Don't forget to advance your watch one-hour when you cross the river. Spain is on CET (Paris, Rome, Berlin). Portugal is in the same time zone as London.

In 2015, I started from Porto along the coast, then cut inland at Villa do Conde, towards Rates. The coast was boring to me as I grew up literally on the other side of the same body of water. Everything was identical, except for the sun's position.

As mentioned, at Villa do Conde, I turned to the east to join the internal route. That took 10 days. In 2017, I left Porto on the inland route. This also took 10 days.

On both occasions I used the Metro [2015] (to Matosinhos (next to last stop - climb stairs, cross bridge) or a train [2017] (to near Vilarinho, then walk to Vilarinho) to skip over the industrial areas and city barrios that are difficult to walk through, at least IMHO.

Others have alternative views on this. I respect those differences of opinion.

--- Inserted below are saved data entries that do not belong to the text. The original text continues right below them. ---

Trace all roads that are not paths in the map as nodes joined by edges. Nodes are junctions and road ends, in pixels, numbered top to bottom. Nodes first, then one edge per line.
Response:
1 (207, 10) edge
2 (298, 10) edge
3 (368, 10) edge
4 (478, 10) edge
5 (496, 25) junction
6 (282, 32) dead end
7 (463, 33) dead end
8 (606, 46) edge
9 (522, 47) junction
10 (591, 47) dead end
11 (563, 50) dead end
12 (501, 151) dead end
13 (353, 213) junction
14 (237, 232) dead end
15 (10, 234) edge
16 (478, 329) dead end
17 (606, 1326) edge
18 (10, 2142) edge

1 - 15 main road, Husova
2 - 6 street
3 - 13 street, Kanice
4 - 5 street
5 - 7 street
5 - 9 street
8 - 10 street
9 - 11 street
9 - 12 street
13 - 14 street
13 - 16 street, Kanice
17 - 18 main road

Personally, I do not like walking where the walking is either tedious or dangerous if I can avoid it. Plus, industrial estates, office parks, light industry or rows of big box stores and outlets do not help my emotional state, so I avoid them. In the Brierely books, these are the areas surrounding larger towns and cities and usually shaded grey.

On the Portuguese route the only area where you need to "suck it up" and endure the 'industrial ambiance' is coming into Porrino. It is within the 100 km limit for being eligible for a Compostela. Cheat here, and you run the risk of not being compliant... just sayin...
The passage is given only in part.